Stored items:
-.-.-

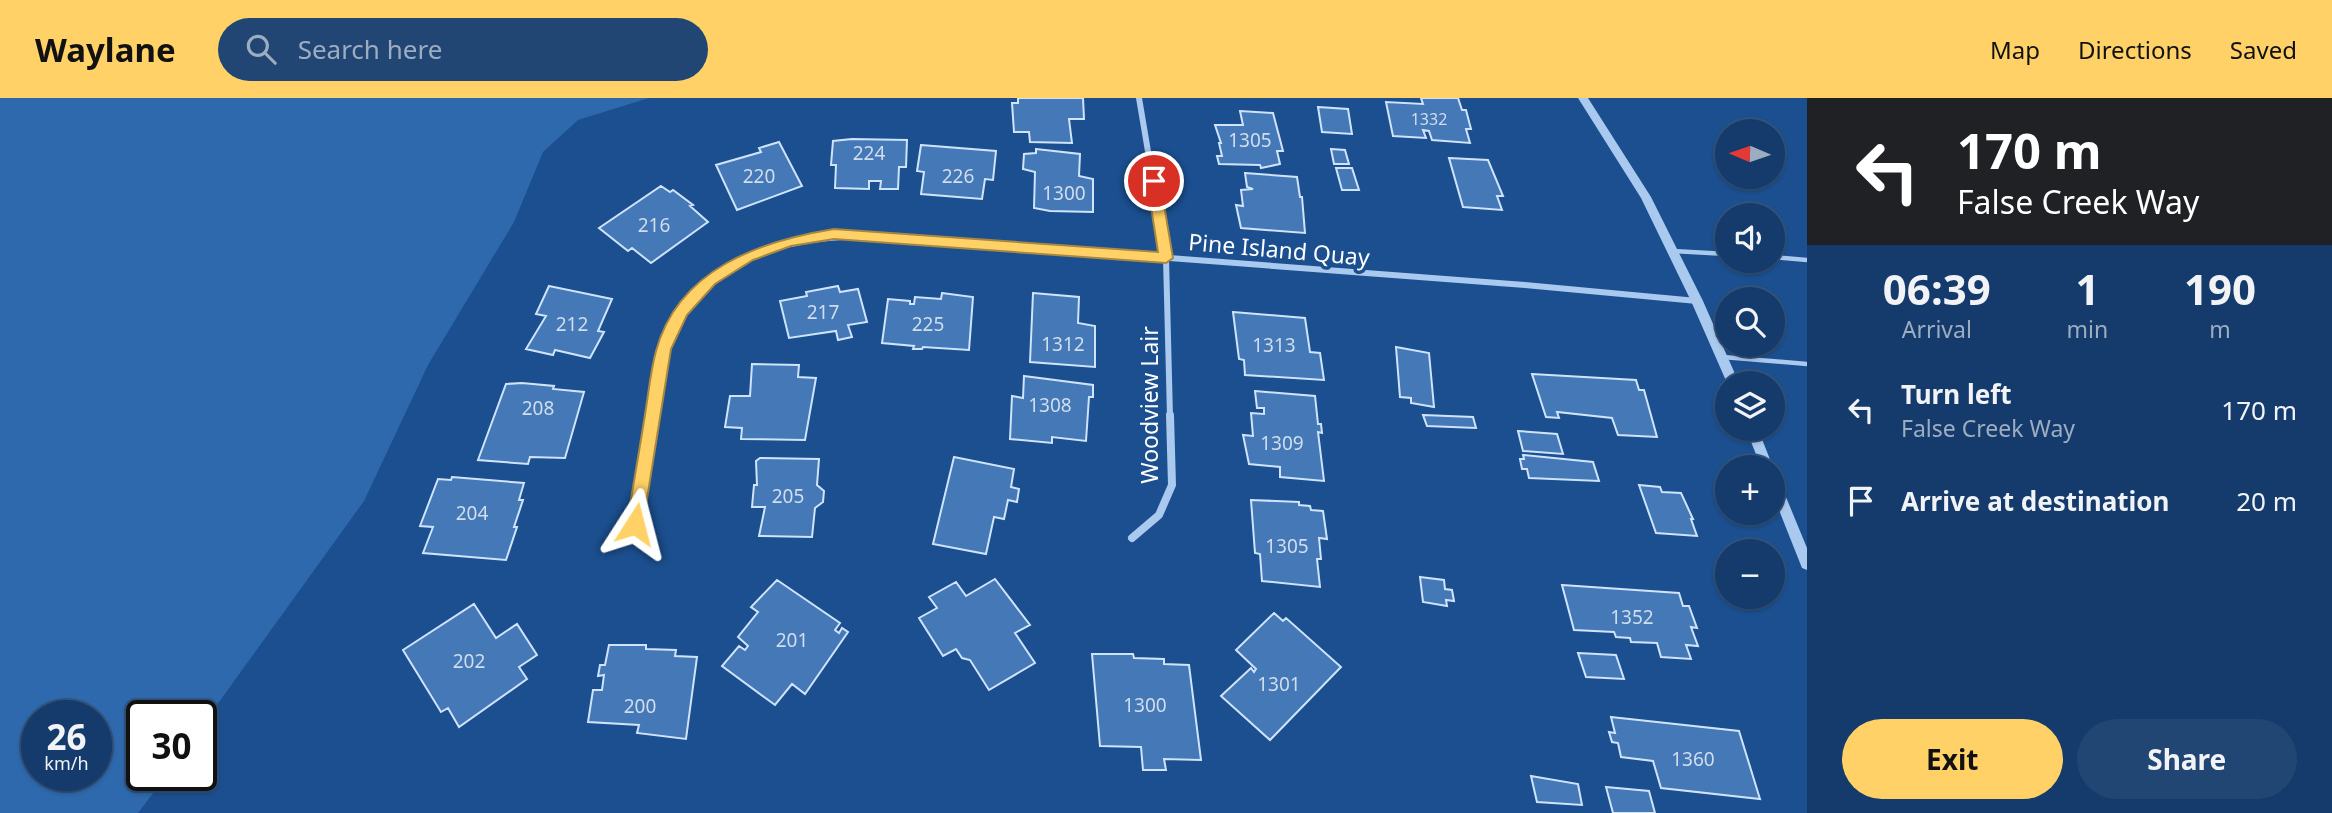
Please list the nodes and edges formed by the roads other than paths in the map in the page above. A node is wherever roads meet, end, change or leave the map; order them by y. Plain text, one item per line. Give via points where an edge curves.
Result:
1 (1139, 98) edge
2 (1583, 98) edge
3 (1673, 251) junction
4 (1715, 253) edge
5 (1166, 258) junction
6 (1785, 258) edge
7 (1807, 260) edge
8 (1698, 301) junction
9 (1715, 341) edge
10 (1722, 357) joint
11 (1807, 363) edge
12 (1728, 371) edge
13 (1785, 510) edge
14 (635, 524) dead end
15 (1132, 538) dead end
16 (1807, 564) edge

1 - 5 street, Woodview Lair
2 - 3 street via 1646,197
3 - 4 lane
3 - 8 street
5 - 8 street, Pine Island Quay
5 - 14 street, Pine Island Quay via 834,234 790,241 748,256 710,280 681,312 663,349
5 - 15 street, Woodview Lair via 1172,485 1159,515
6 - 7 lane
8 - 9 street
10 - 11 lane
10 - 12 street
13 - 16 street

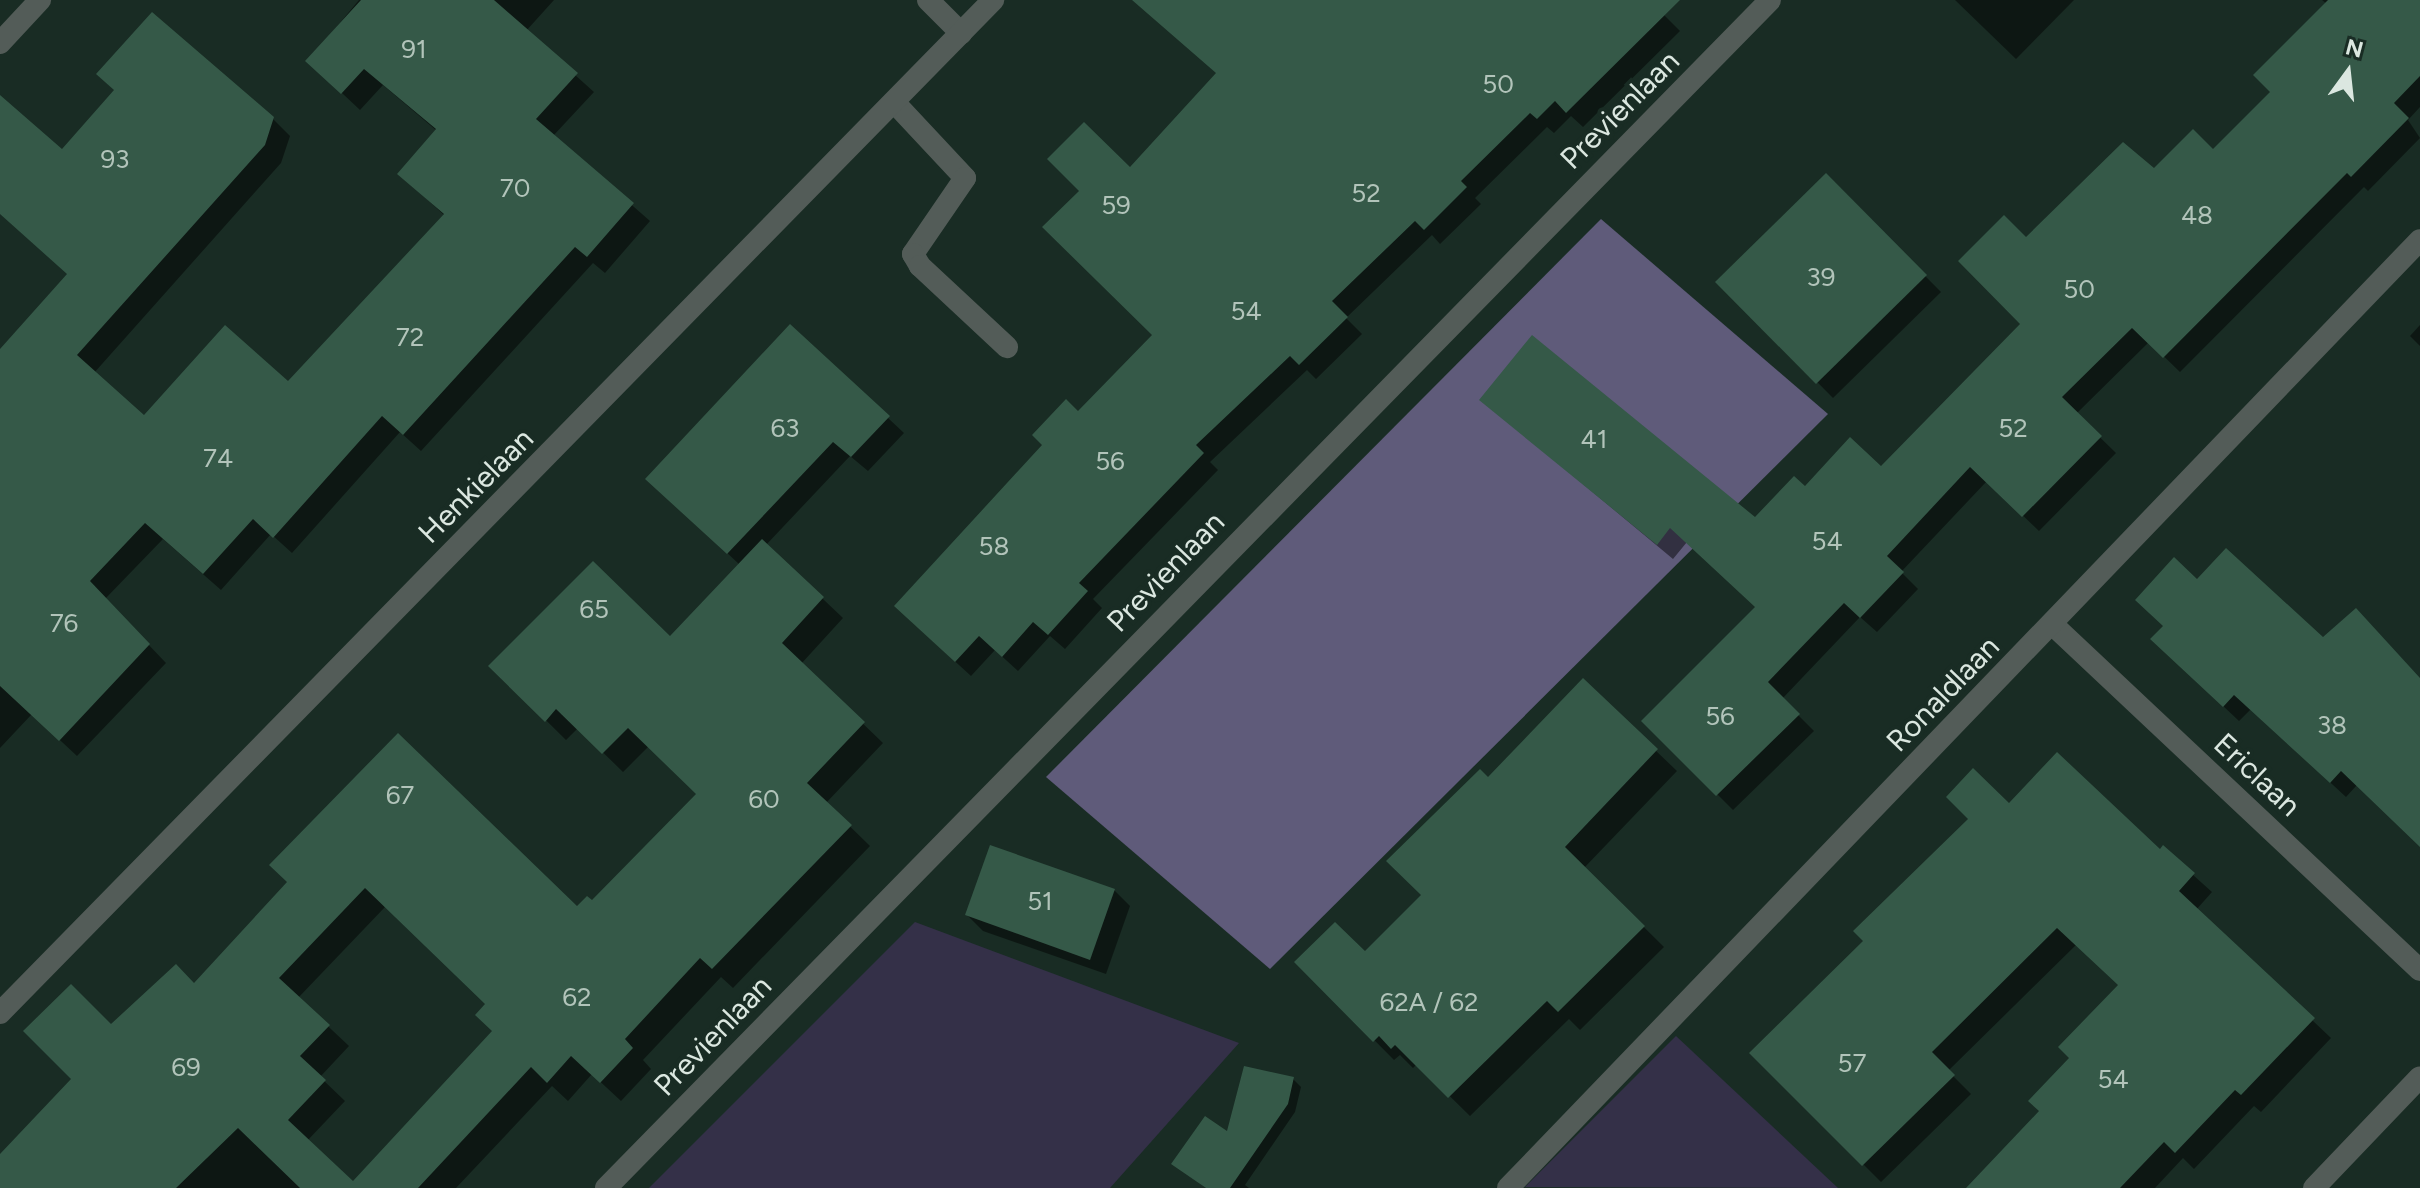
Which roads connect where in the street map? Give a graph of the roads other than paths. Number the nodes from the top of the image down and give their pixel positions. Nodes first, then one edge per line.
1 (40, 0) edge
2 (928, 0) edge
3 (993, 0) edge
4 (1770, 0) edge
5 (961, 33) junction
6 (0, 43) edge
7 (894, 102) junction
8 (2420, 240) edge
9 (1007, 347) dead end
10 (2052, 624) junction
11 (2420, 970) edge
12 (0, 1013) edge
13 (2420, 1077) edge
14 (606, 1188) edge
15 (1508, 1188) edge
16 (2314, 1188) edge

1 - 6 street
2 - 5 street
3 - 5 street, Henkielaan
4 - 14 street, Previenlaan
5 - 7 street, Henkielaan
7 - 9 street
7 - 12 street, Henkielaan
8 - 10 street, Ronaldlaan
10 - 11 street, Ericlaan
10 - 15 street, Ronaldlaan
13 - 16 street

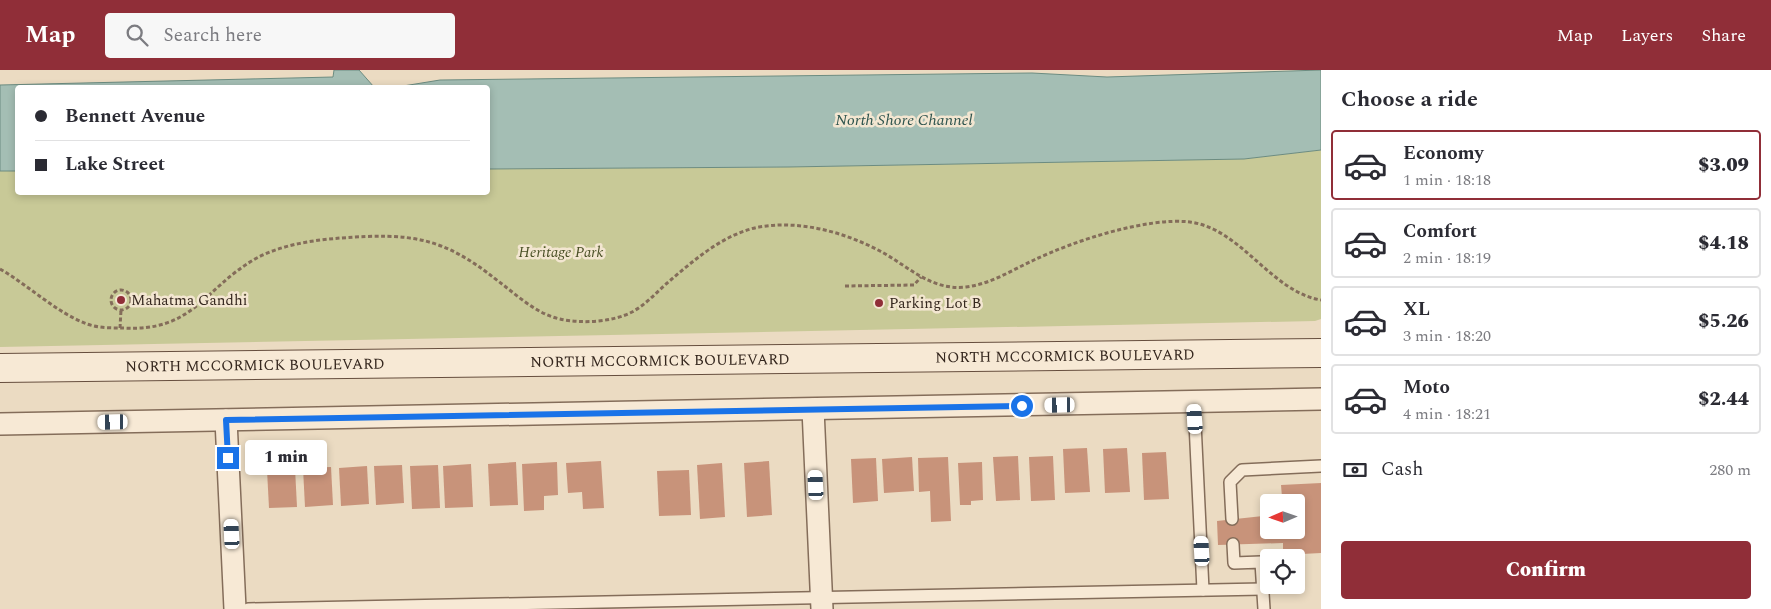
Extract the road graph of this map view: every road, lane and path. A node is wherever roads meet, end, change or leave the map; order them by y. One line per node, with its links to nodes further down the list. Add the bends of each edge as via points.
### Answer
1 (0, 269): 6 (path, via 87,324)
2 (921, 277): 3 (path, via 914,285); 4 (path, via 935,284 966,287 1001,277 1064,247 1101,235 1148,225 1192,222 1212,228 1289,286); 6 (path, via 879,251 838,233 791,226 757,227 713,246 628,315 588,321 561,320 526,303 460,253 435,242 367,236 322,240 258,257 238,270 189,313 171,323)
3 (845, 286)
4 (1321, 300)
5 (121, 310): 5 (path, via 128,307 131,300 128,293 121,290 114,293 111,300 114,307); 6 (path)
6 (120, 328)
7 (1321, 353): 8 (main road, NORTH MCCORMICK BOULEVARD)
8 (0, 368)
9 (1321, 399): 10 (street)
10 (1194, 402): 11 (street); 19 (lane)
11 (813, 409): 12 (street); 21 (street)
12 (226, 420): 13 (street); 22 (street)
13 (0, 424)
14 (1321, 466): 15 (lane, via 1242,470 1230,482)
15 (1232, 519)
16 (1233, 544): 17 (lane, via 1234,562)
17 (1260, 562)
18 (1260, 589): 19 (lane)
19 (1204, 590): 21 (lane)
20 (1263, 594): 24 (lane)
21 (822, 603): 23 (lane)
22 (235, 609)
23 (248, 609)
24 (1264, 609)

-.-.-

WORK ITEM
Gather each line from the entries above that includes the word "wherever".

RESULT OF THIS EXERCISE
Please list the nodes and edges formed by the roads other than paths in the map in the page above. A node is wherever roads meet, end, change or leave the map; order them by y. Plain text, one item per line. Give via points where an edge curves.
Extract the road graph of this map view: every road, lane and path. A node is wherever roads meet, end, change or leave the map; order them by y. One line per node, with its links to nodes further down the list. Add the bends of each edge as via points.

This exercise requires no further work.